ABOUT THIS TASK ▸ If a line of the data below contains the string "nodes", copy it into your answer.

┄┄┄┄┄┄┄┄┄┄

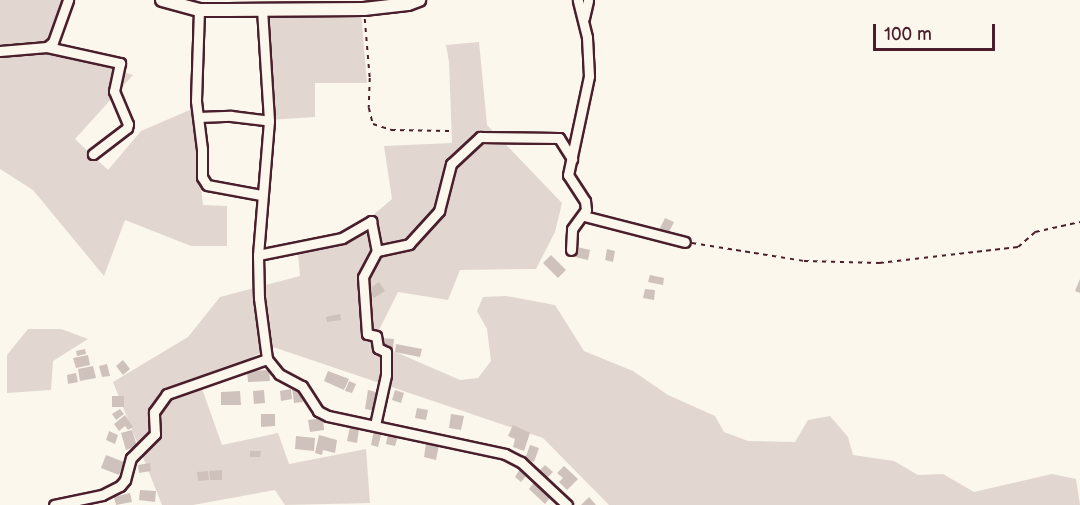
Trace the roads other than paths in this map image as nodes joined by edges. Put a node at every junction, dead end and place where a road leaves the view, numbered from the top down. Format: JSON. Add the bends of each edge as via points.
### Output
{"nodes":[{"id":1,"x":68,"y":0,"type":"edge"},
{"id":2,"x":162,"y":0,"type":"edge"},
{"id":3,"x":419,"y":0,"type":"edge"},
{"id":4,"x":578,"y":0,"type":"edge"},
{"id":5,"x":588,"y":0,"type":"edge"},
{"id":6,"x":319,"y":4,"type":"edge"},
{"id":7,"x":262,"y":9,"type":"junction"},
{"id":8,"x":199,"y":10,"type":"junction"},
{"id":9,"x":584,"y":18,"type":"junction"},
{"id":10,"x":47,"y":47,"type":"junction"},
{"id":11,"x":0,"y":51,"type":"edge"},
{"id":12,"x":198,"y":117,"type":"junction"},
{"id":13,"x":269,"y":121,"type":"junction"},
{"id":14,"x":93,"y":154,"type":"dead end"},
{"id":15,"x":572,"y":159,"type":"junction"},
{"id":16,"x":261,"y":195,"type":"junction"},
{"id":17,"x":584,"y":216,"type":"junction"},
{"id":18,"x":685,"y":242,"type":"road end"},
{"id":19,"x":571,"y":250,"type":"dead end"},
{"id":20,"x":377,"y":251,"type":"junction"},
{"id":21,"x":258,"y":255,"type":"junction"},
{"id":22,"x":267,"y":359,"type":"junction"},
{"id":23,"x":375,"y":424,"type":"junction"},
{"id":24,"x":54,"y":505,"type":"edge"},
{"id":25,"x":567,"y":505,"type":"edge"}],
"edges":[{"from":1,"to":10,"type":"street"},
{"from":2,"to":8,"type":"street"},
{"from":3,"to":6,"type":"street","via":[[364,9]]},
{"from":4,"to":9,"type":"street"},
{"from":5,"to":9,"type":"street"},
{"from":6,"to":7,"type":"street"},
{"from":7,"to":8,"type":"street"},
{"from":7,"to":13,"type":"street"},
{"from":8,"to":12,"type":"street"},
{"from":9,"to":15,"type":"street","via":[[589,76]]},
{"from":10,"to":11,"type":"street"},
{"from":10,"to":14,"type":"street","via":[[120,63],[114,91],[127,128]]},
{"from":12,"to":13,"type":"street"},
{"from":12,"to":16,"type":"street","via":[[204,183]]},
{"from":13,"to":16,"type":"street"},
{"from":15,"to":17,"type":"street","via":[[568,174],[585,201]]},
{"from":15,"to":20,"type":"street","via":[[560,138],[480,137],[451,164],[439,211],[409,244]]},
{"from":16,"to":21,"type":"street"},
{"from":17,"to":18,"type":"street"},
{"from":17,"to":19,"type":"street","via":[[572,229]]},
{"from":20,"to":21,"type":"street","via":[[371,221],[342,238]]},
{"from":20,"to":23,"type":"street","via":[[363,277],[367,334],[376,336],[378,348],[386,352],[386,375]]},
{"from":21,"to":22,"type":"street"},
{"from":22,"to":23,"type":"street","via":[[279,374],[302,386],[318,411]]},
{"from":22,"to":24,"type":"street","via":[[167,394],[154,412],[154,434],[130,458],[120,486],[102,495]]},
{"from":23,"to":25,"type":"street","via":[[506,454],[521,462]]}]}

┄┄┄┄┄┄┄┄┄┄

EXERCISE SOLUTION ▸
Trace the roads other than paths in this map image as nodes joined by edges. Put a node at every junction, dead end and place where a road leaves the view, numbered from the top down. Format: JSON. Add the bends of each edge as via points.
{"nodes":[{"id":1,"x":68,"y":0,"type":"edge"},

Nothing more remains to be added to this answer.